PLEASE FIX SERVERS

Sort:
x-0915631354

I've had it with these lost connections, time-outs and clock lags... It's not my connection, I never have this kind of problem on other websites.

GeorgeWyhv14

Yes. They should fix their servers. I lost due to poor connection, and clock lag. Otherwise, chess.com did a great job. I would give them 4 Stars.

Martin_Stahl
M0RE64 wrote:

I've had it with these lost connections, time-outs and clock lags... It's not my connection, I never have this kind of problem on other websites.

 

 

There are problems that can occur client side and ones that can occur due to issues between you and the site. For the former, check out the following:

https://support.chess.com/article/213-how-do-i-fix-my-disconnect-lag-issues

x-0915631354

As mentioned before, the issue is not clientside. It's a pity because the interface on the website and in the mobile apps is really state of the art. If only those connection issues would finally be taken more seriously...

Martin_Stahl
M0RE64 wrote:

As mentioned before, the issue is not clientside. It's a pity because the interface on the website and in the mobile apps is really state of the art. If only those connection issues would finally be taken more seriously...

 

If the problem is not client side, it is very often between the client and you. There's only so much that can be done about issues like that.
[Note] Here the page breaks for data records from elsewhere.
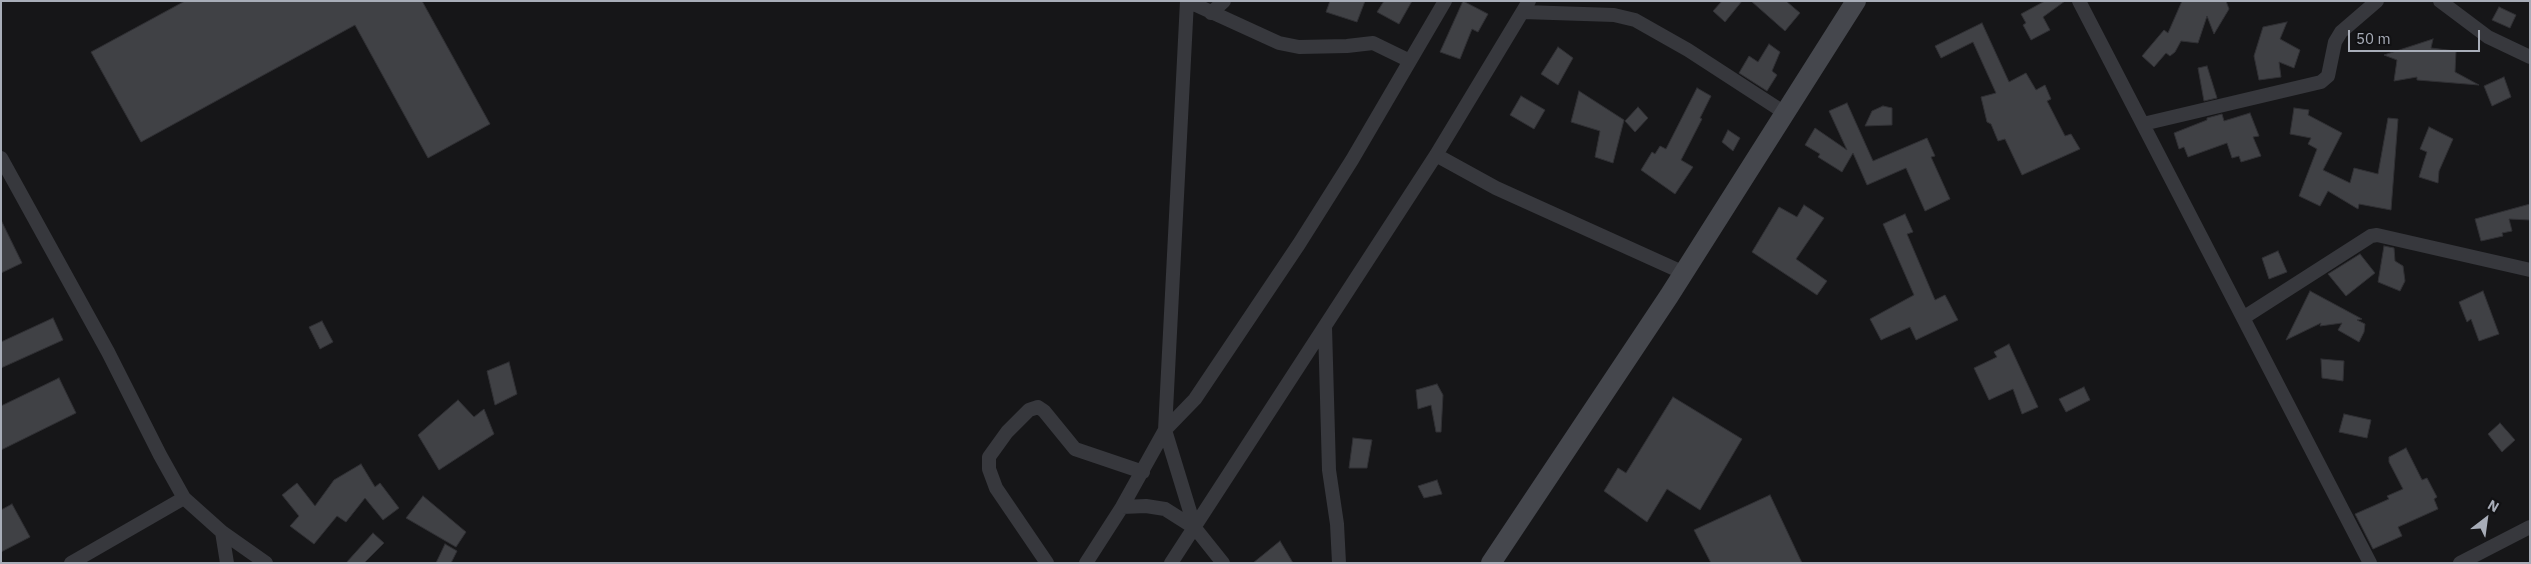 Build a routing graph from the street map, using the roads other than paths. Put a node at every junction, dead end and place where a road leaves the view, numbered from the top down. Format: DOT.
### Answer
graph roads {
  1 [pos="1187,1"];
  2 [pos="1224,1"];
  3 [pos="1445,1"];
  4 [pos="1856,1"];
  5 [pos="2079,1"];
  6 [pos="2377,1"];
  7 [pos="2440,1"];
  8 [pos="1526,7"];
  9 [pos="1211,13"];
  10 [pos="2530,57"];
  11 [pos="1410,62"];
  12 [pos="1785,113"];
  13 [pos="2143,124"];
  14 [pos="1436,155"];
  15 [pos="1,158"];
  16 [pos="2530,270"];
  17 [pos="1684,273"];
  18 [pos="2243,318"];
  19 [pos="1324,327"];
  20 [pos="1165,430"];
  21 [pos="1143,472"];
  22 [pos="184,498"];
  23 [pos="1122,507"];
  24 [pos="2530,527"];
  25 [pos="1195,528"];
  26 [pos="222,532"];
  27 [pos="71,563"];
  28 [pos="227,563"];
  29 [pos="266,563"];
  30 [pos="1047,563"];
  31 [pos="1086,563"];
  32 [pos="1171,563"];
  33 [pos="1223,563"];
  34 [pos="1339,563"];
  35 [pos="1491,563"];
  36 [pos="2370,563"];
  37 [pos="2460,563"];
  1 -- 9 [label="street"];
  1 -- 20 [label="street"];
  2 -- 9 [label="street"];
  3 -- 11 [label="street"];
  4 -- 12 [label="main road"];
  5 -- 13 [label="street"];
  6 -- 13 [label="street"];
  7 -- 10 [label="street"];
  8 -- 12 [label="street"];
  8 -- 14 [label="street"];
  9 -- 11 [label="street"];
  11 -- 20 [label="street"];
  12 -- 17 [label="main road"];
  13 -- 18 [label="street"];
  14 -- 17 [label="street"];
  14 -- 19 [label="street"];
  15 -- 22 [label="street"];
  16 -- 18 [label="street"];
  17 -- 35 [label="main road"];
  18 -- 36 [label="street"];
  19 -- 25 [label="street"];
  19 -- 34 [label="street"];
  20 -- 21 [label="street"];
  20 -- 25 [label="street"];
  21 -- 23 [label="street"];
  21 -- 30 [label="street"];
  22 -- 26 [label="street"];
  22 -- 27 [label="street"];
  23 -- 25 [label="street"];
  23 -- 31 [label="street"];
  24 -- 37 [label="street"];
  25 -- 32 [label="street"];
  25 -- 33 [label="street"];
  26 -- 28 [label="street"];
  26 -- 29 [label="street"];
} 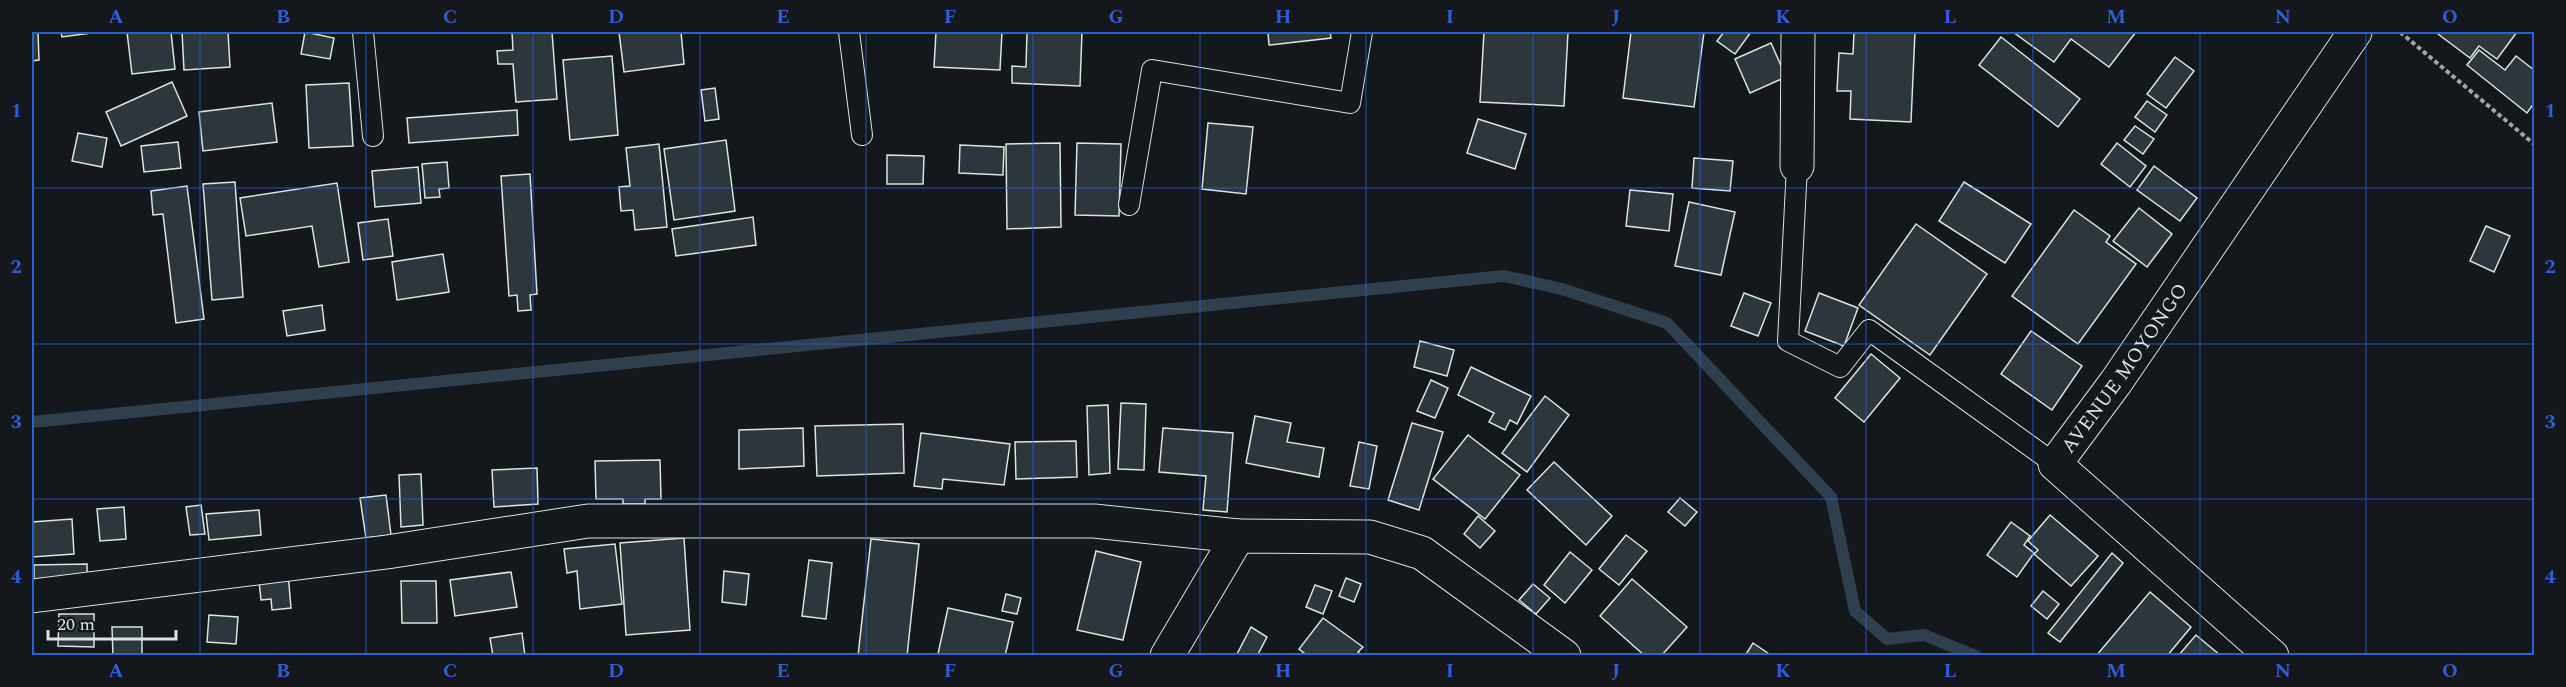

From reading some articles about the site on other sites, I believe the site is working towards a way to help with that issue, but I have no idea how far out it actually is from realization.

Martin_Stahl
Turkish_Emperor wrote:

I'd also like to add to my above post that when I watched my video recordings of my games often my opponents clock would INCREASE in time!!!. Whilst mine would decrease in substantial jumps, like 7 or 8 seconds.

 

https://support.chess.com/article/423-why-did-the-clock-times-suddenly-change-the-clocks-seem-broken

 

That is not uncommon when experiencing lag and/or short disconnects. On a mobile device, if you have both wifi and data, I would suggest switching one off while playing. The device itself will try to use the best connection and could switch during a session, maybe multiple times, causing packet drops and require resending data both of which cause lag.

cyberloo
I am fed up from the same issue of servers losing connection and me losing due to it. The game timer should freeze for both opponents when it senses poor connection but it doesn’t. Makes it frustrating to lose when you’re winning.
MindTheTrap

same issue here when I play classical games (30+0).
This issue of disconnection arrived few weeks ago as I never had any issue before.
As I am a software engineer, I run now a powershell shell script that tests connection to chess.com and google.com at the same time. When game disconnection does occur, the
chess.com site is not reachable although google.com site is . This is clearly a server side issue.
Please fix it ; this a non functional requirement for a paid service. 

MindTheTrap

that's really sad because I find the whole experience rather good but this is really pain in the back.
This kind of problem is not impossible to fix ; We don't see lichess and other chess sites

having this issue and we are seeing web services that allow to edit/draw/interact on complex documents (drawings, schemas , word docs etc) on a collaborative and distributed way without any hiccup. This ix clearly fixable ; And please support team, do not suggest to improve our Ineternet/wifi connection. I can make myself available if I can help to troubleshoot.
     

Martin_Stahl
MindTheTrap wrote:

same issue here when I play classical games (30+0).
This issue of disconnection arrived few weeks ago as I never had any issue before.
As I am a software engineer, I run now a powershell shell script that tests connection to chess.com and google.com at the same time. When game disconnection does occur, the
chess.com site is not reachable although google.com site is . This is clearly a server side issue.
Please fix it ; this a non functional requirement for a paid service. 

 

The sites are not in the same data centers and your traffic does not travel the same path. In that particular case, unless the site was having an outage, the problem was likely somewhere along that path and not necessarily with the site servers.

 

In the case of an issue between you and the site, there's not a whole lot that can be done. I believe the site is working on a more distributed play experience, so games might be geographically closer, and therefore faster. However, I have no idea how far along that might be. I read an article online about it, that seemed to indicate that was a direction they are going. However, even then, if there is a connection issue between you and where that is hosted, you can see the same thing.

 

MindTheTrap

I am sorry but that explanation does not hold at all.
If there are 2 or more data centers, that is for managing high avaibility and this kind of scenario should be covered. 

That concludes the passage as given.